Un'inchiesta… eretica!



"Gesł che benedice i bambini" (vetrata, 1927)

Round Church, Cambridge (Cambridgeshire, Regno Unito)



"Allora gli furono portati dei bambini perché imponesse loro le mani e pregasse; ma i discepoli li rimproverarono. Gesù però disse: «Lasciateli, non impedite che i bambini vengano a me; a chi è come loro, infatti, appartiene il regno dei cieli». E, dopo avere imposto loro le mani, andò via di là".
(Mt. 19, 13-15)


"Gli presentavano dei bambini perché li toccasse, ma i discepoli li rimproverarono. Gesù, al vedere questo, s'indignò e disse loro: «Lasciate che i bambini vengano a me, non glielo impedite: a chi è come loro infatti appartiene il regno di Dio. In verità io vi dico: chi non accoglie il regno di Dio come lo accoglie un bambino, non entrerà in esso». E, prendendoli tra le braccia, li benediceva, imponendo le mani su di loro".
(Mc. 10, 13-16)


"Gli presentavano anche i bambini piccoli perché li toccasse, ma i discepoli, vedendo ciò, li rimproveravano. Allora Gesù li chiamò a sé e disse: «Lasciate che i bambini vengano a me e non glielo impedite; a chi è come loro, infatti, appartiene il regno di Dio. In verità io vi dico: chi non accoglie il regno di Dio come l'accoglie un bambino, non entrerà in esso»".
(Lc. 18, 15-17)



L'episodio di Gesù che accoglie e benedice i bambini è presente in modo pressoché identico in tutti e tre i Vangeli sinottici, mentre è completamente assente nel Vangelo di Giovanni. Come tanti altri episodi narrati nel Nuovo Testamento, questa narrazione ha ispirato nel tempo numerosi artisti che hanno rappresentato la scena nelle loro opere.

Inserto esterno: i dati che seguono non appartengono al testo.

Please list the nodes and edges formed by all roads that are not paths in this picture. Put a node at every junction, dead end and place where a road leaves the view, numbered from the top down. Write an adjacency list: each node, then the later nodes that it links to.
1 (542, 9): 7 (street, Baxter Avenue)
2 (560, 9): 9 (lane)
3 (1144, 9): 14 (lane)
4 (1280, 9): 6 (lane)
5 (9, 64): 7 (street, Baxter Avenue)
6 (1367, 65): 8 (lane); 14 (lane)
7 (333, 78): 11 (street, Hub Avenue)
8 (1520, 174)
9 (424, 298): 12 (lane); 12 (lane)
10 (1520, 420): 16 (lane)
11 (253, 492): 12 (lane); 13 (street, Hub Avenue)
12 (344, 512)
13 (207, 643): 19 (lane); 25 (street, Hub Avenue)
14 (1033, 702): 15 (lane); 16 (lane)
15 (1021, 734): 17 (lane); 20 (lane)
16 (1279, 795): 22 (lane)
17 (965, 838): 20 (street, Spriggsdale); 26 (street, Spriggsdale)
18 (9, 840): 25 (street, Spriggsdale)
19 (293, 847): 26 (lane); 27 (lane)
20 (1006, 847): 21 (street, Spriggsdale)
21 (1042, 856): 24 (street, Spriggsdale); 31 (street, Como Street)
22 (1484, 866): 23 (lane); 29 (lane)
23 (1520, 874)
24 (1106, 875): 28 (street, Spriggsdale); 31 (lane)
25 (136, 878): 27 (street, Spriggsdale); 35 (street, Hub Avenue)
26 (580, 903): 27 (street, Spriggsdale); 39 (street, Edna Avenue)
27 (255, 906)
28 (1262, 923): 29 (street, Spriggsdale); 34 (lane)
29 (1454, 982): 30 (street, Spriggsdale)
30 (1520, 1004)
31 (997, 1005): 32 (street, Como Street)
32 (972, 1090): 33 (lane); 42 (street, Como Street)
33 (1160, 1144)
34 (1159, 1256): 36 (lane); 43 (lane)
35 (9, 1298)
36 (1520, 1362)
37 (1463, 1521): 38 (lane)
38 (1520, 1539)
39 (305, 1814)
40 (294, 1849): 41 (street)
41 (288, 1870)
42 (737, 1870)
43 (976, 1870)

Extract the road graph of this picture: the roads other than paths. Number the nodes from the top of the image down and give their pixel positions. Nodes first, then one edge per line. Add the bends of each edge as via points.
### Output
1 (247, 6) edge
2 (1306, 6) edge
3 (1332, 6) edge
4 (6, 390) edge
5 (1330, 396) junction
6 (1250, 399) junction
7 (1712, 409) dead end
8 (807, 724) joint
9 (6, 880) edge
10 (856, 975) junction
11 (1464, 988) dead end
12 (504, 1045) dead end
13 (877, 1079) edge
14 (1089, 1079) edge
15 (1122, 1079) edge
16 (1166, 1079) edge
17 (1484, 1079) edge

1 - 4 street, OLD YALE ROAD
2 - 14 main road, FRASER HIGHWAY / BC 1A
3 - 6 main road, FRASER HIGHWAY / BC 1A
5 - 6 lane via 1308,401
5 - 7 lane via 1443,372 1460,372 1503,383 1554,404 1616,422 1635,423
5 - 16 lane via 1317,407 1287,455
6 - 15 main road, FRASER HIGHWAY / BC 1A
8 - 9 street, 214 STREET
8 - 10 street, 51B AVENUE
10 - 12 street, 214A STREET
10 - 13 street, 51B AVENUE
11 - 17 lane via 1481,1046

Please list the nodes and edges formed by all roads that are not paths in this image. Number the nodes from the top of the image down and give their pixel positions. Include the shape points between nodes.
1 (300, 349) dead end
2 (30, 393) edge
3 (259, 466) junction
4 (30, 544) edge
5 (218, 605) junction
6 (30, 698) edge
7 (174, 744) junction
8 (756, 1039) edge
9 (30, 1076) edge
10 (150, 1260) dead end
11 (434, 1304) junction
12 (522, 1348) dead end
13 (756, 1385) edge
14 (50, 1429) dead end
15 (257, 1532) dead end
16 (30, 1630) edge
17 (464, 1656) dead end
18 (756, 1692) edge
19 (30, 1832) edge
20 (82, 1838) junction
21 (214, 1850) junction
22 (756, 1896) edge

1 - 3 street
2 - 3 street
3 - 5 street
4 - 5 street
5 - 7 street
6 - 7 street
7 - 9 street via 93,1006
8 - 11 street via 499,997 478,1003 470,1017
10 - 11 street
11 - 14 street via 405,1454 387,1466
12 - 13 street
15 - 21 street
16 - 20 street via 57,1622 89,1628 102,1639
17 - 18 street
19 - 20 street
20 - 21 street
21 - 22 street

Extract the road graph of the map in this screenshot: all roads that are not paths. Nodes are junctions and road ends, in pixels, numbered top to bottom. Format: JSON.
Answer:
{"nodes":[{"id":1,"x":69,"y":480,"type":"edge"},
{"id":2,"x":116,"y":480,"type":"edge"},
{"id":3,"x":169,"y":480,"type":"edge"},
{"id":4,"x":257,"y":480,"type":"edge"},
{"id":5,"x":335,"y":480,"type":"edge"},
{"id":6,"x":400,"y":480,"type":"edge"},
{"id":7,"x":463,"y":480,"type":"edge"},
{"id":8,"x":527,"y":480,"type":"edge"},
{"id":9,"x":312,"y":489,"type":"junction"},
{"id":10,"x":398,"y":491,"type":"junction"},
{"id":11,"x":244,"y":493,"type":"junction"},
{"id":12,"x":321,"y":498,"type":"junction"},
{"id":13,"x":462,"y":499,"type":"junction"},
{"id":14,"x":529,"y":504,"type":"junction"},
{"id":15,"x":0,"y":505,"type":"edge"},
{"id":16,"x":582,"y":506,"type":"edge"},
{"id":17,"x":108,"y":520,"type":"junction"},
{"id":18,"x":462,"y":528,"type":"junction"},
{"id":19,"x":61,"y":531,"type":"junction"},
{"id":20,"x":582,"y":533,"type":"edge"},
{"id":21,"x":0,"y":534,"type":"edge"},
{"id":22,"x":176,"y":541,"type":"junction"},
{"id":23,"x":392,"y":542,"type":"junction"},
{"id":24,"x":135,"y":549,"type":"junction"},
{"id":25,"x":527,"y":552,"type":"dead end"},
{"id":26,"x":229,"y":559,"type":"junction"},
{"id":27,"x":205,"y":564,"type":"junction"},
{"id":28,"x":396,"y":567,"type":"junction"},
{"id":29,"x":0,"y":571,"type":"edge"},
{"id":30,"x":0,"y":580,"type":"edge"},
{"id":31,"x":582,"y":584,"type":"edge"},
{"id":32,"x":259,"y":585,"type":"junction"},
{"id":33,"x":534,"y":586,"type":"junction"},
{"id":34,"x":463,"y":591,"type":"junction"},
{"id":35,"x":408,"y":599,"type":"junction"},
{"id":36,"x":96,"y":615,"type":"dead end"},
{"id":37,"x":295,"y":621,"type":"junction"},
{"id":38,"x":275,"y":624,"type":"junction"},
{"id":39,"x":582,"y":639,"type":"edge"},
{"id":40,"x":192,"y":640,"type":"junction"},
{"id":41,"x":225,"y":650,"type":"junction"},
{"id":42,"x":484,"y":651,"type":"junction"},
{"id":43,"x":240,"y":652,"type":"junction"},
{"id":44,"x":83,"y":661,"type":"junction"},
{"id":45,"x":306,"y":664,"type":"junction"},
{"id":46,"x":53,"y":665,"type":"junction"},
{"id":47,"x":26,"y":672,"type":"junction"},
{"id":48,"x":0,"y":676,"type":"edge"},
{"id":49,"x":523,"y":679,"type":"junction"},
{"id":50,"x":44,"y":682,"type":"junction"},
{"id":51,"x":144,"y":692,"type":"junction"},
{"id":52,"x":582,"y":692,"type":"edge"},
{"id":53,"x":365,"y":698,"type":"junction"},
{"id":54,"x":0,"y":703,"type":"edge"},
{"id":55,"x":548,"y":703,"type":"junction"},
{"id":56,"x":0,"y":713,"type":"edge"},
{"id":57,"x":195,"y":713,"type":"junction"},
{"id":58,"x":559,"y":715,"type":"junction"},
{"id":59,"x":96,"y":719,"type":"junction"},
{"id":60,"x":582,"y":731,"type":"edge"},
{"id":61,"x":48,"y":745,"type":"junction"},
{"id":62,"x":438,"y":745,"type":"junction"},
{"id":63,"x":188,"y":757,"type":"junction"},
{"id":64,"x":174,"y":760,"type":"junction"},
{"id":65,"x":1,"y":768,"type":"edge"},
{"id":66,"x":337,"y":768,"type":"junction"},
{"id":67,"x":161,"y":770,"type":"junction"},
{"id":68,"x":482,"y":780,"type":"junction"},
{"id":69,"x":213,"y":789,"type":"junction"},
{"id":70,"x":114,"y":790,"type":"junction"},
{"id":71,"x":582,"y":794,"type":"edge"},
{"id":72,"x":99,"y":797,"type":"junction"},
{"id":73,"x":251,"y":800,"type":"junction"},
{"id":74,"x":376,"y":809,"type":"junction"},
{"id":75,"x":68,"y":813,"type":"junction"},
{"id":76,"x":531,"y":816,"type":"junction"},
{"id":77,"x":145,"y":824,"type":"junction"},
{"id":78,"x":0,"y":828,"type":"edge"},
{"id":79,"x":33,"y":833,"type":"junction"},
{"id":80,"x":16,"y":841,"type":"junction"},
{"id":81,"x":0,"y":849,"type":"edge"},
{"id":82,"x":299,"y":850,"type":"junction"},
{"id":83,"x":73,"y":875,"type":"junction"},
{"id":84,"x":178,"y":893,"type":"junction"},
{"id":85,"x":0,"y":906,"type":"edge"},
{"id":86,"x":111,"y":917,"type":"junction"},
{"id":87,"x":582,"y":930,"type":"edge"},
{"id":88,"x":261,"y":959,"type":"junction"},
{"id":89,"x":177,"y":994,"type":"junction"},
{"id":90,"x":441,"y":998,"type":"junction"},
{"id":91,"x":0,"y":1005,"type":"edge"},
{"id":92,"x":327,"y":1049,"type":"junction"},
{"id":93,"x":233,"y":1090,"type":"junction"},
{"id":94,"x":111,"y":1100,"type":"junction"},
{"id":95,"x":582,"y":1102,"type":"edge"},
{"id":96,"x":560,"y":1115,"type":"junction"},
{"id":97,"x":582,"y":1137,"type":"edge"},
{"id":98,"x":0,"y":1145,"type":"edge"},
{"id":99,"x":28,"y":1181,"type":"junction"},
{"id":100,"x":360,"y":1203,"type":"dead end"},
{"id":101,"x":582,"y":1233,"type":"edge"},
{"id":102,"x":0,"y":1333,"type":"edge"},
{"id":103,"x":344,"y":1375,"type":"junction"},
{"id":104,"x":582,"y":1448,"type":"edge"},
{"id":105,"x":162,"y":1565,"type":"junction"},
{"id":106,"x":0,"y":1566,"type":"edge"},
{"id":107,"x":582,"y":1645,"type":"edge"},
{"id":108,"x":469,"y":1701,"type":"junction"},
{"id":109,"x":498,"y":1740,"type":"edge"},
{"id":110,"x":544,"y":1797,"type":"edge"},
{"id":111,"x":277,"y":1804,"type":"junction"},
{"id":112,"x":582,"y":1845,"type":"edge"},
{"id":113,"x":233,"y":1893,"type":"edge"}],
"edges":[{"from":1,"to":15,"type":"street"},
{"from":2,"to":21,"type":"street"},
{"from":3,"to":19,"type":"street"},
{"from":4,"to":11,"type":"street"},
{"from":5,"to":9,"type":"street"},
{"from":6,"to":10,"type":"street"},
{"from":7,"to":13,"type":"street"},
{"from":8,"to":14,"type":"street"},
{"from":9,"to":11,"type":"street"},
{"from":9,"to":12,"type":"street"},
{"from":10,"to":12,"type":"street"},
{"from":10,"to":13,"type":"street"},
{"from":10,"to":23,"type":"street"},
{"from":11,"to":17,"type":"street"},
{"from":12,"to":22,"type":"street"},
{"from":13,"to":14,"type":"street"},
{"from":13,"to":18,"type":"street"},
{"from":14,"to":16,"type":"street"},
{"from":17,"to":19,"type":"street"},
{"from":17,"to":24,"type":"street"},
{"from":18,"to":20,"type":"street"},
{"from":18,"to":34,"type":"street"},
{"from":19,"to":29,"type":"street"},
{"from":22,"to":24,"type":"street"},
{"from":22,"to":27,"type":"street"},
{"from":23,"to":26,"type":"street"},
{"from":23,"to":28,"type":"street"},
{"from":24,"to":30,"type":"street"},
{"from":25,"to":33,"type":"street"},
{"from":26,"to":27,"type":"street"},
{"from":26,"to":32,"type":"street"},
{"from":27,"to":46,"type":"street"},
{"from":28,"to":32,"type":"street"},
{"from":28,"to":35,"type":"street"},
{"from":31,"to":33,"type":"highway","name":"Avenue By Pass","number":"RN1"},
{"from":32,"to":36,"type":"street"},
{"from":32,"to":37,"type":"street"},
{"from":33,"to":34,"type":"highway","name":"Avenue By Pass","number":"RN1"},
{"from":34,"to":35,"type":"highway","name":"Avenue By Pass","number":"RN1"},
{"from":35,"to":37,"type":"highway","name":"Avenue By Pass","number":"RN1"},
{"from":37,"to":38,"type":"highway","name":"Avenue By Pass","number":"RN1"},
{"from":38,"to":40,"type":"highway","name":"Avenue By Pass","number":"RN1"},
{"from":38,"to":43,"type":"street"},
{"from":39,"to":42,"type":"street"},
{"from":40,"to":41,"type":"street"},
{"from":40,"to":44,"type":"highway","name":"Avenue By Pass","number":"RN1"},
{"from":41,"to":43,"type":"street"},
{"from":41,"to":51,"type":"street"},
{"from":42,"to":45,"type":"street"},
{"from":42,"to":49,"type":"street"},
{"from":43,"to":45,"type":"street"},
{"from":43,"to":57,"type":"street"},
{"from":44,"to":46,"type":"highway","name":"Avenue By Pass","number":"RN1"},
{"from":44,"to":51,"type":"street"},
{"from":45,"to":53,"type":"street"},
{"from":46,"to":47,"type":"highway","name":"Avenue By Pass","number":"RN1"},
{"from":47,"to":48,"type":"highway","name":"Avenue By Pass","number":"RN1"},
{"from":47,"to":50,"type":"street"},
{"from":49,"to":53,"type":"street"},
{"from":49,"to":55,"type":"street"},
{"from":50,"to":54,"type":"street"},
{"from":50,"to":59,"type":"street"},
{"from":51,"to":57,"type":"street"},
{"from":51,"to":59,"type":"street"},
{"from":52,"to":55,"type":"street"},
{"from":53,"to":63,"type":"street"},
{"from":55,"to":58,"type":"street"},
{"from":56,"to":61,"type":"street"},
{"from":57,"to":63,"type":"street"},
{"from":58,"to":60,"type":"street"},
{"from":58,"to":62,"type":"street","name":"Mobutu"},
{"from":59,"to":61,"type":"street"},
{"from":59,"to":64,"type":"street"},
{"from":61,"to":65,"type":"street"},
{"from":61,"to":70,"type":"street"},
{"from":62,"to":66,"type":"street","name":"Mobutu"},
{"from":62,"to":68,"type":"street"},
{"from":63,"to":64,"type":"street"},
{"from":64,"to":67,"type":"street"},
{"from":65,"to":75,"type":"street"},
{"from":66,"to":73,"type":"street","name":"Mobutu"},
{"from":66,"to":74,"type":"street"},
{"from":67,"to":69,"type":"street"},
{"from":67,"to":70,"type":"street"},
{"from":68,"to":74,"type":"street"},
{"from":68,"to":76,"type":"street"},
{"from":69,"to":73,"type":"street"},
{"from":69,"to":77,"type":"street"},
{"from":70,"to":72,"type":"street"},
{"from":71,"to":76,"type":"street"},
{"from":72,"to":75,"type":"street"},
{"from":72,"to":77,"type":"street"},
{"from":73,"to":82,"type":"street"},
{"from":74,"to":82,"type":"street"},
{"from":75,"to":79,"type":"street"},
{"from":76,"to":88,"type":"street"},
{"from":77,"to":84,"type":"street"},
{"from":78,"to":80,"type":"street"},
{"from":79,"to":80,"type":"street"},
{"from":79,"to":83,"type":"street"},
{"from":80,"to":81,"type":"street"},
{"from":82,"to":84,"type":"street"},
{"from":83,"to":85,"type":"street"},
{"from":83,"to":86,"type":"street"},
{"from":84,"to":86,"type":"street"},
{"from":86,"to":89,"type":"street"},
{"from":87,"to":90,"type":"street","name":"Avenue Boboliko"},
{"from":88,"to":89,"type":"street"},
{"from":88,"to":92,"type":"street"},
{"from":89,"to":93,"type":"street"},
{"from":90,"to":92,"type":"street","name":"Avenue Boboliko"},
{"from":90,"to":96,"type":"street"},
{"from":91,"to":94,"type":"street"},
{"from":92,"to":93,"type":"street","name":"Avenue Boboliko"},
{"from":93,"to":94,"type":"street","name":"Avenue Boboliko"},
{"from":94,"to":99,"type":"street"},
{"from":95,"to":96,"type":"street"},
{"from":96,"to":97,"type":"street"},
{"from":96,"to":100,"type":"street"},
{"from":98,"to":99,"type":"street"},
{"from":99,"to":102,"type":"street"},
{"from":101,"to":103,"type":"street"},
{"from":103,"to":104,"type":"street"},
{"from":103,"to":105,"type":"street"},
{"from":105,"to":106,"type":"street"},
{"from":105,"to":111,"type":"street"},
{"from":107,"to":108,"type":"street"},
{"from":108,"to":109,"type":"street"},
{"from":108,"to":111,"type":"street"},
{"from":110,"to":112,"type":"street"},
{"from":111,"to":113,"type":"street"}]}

In pittura il tema iconografico di Gesù con i bambini si diffuse particolarmente durante i secoli XVI e XVII. Il fiammingo Cranach il Vecchio riprodusse il tema più volte, per esempio nella tavola del 1538. Altre opere famose ispirate al tema sono quelle di Bloclilandt (disegno, 1579-80 ca.) e Van den Valckert (1620). Dopo un fugace ritorno alla rappresentazione in forma romantica nel XIX sec. (vedi, ad es., l'opera di Kirchbach, del 1897), il tema venne ripreso nel XX sec. da autori moderni come Nolde (1910 e 1929), Rouault (1940-48) e Kokoschka (1945, Amsterdam, Stedelijk Museum).


La stessa rappresentazione si trova altresì spesso raffigurata nelle vetrate delle chiese. Proprio dall'osservazione di alcune di queste vetrate in diverse chiese d'Inghilterra, è venuta fuori una caratteristica insolita, un'enigmatica coincidenza sulla quale vale la pena soffermarsi a riflettere. Abbiamo visto, leggendo i relativi passi dei Vangeli riportati in apertura, che tutti e tre si limitano a riportare lo sdegno degli Apostoli e l'ammonimento di Gesù a lasciare che i bambini gli siano presentati, senza null'altro specificare su quanti essi siano e chi fossero. Nonostante ciò, la rappresentazione iconografica più ricorrente è sempre la stessa: indipendentemente dal numero di bambini presenti sulla scena, quelli più vicini a Gesù sono sempre tre: una fanciulla più grandicella, un maschietto intermedio ed un altro più piccolino. Da dove trae ispirazione questa iconografia?



La Linea di Sangue Reale


A questo punto, occorre ricordare che esiste una teoria che ha cominciato a diffondersi pubblicamente, cioè al di fuori degli ambienti esoterici dove essa dovrebbe essere nota ed assodata da tempo, dopo la pubblicazione del "Santo Graal" di Michael Baigent, Richard Leigh ed Henry Lincoln, nel 1982. È l'ipotesi, non dimostrabile storicamente e non accettata dalla Chiesa Cattolica, della discendenza per via dinastica di Gesù seguita al suo matrimonio con Maria Maddalena, la cosiddetta "Linea di Sangue Reale", identificata nel Santo Graal, che ne è il simbolo più vivido, immortalato da una serie infinita di romanzi che daranno vita al glorioso ciclo bretone delle storie di re Artù e dei Cavalieri della Tavola Rotonda.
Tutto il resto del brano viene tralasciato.